489. Further Studies of the Most Efficient Vector Systems for Gene Transduction into Human Dendritic Cells Line (im-NMD)

Abstract

It has become evident that the specialized antigen presenting cells (APC), dendritic cells (DC), play a pivotal role in initiating a primary immune response. Furthermore it has been reported that several systems including Adenoviral vector, HVJ-related vector, and electroporation, are able to transduce the gene into DC and are able to modify the function of DC in mouse and human. However, our previous study demonstrated this is not the case with rat DC. To our best knowledge, there has been no direct evidence to support that currently-used vector systems are able to effectively transduce the gene into DC. Inasmuch as most, if not all, DC or DC-related gene transfer studies appeared to be performed by employing heterogeneous cell population, it is important to determine the extent of gene transduction into bona fide DC. In this study, employing recently established human DC cell line called im-NMD and enhanced green fluorescence protein (EGFP : Clontec-C1), we further examined a relative efficiency of each vector system into one of the DC lineage cell line.
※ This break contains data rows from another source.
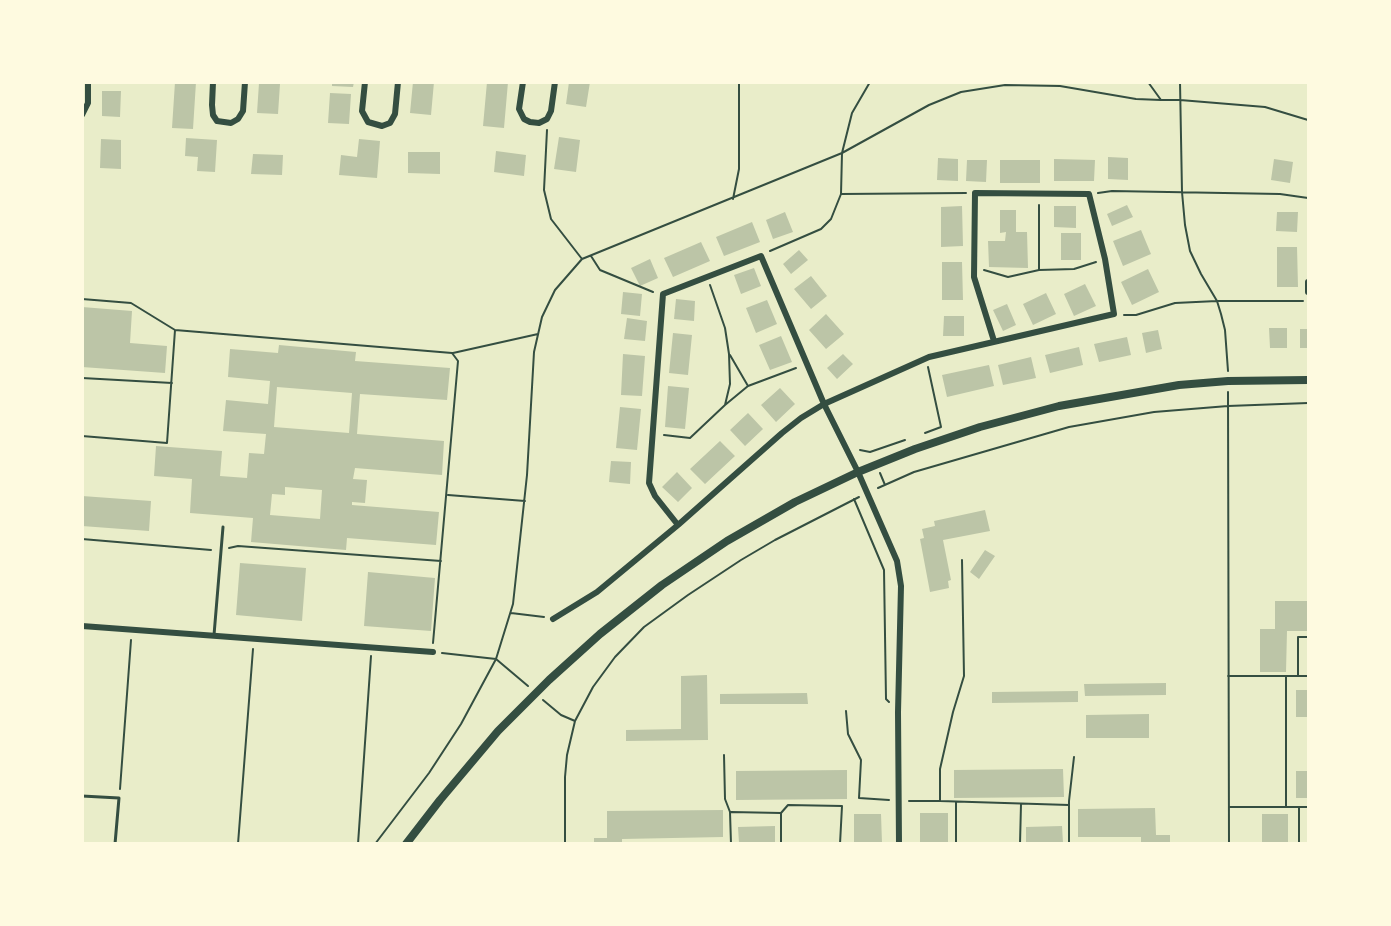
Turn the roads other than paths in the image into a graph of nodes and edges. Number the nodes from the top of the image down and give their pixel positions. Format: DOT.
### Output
graph roads {
  1 [pos="88,82"];
  2 [pos="213,82"];
  3 [pos="245,82"];
  4 [pos="365,82"];
  5 [pos="398,82"];
  6 [pos="523,82"];
  7 [pos="555,82"];
  8 [pos="82,115"];
  9 [pos="1308,282"];
  10 [pos="1308,292"];
  11 [pos="994,341"];
  12 [pos="1308,380"];
  13 [pos="824,404"];
  14 [pos="858,472"];
  15 [pos="678,525"];
  16 [pos="223,527"];
  17 [pos="553,618"];
  18 [pos="82,626"];
  19 [pos="213,636"];
  20 [pos="433,652"];
  21 [pos="82,796"];
  22 [pos="116,843"];
  23 [pos="406,843"];
  24 [pos="899,843"];
  1 -- 8 [label="street"];
  2 -- 3 [label="street"];
  4 -- 5 [label="street"];
  6 -- 7 [label="street"];
  9 -- 10 [label="street"];
  11 -- 11 [label="street"];
  11 -- 13 [label="street"];
  12 -- 14 [label="street"];
  13 -- 14 [label="street"];
  13 -- 15 [label="street"];
  13 -- 15 [label="street"];
  14 -- 23 [label="street"];
  14 -- 24 [label="street"];
  15 -- 17 [label="street"];
  16 -- 19 [label="lane"];
  18 -- 19 [label="street"];
  19 -- 20 [label="street"];
  21 -- 22 [label="lane"];
}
We provide further evidence that none of the currently-used vector systems are able to sufficiently transfer the gene into human DC cell line. In particular when the im-NMD is so driven by several cytokine combinations such as Flt3/Flk2 ligand and IL-6, and/or IL-4 and TNFa that they became mature DC phenotypes, it is indeed the case. Nevertheless, the most efficient transduction of the EGFP gene was observed under a long-term culture of im-NMD cell line. Hence the successful gene transfer was observed after one week culturing only with HIV-based lentiviral vector system. It should be noted that HVJ vector system that contained FITC-tagged random primers were indeed incorporated into the im-NMD. Thus it suggested that there are mechanisms that interfere the exogenous gene expression in bona fide DC.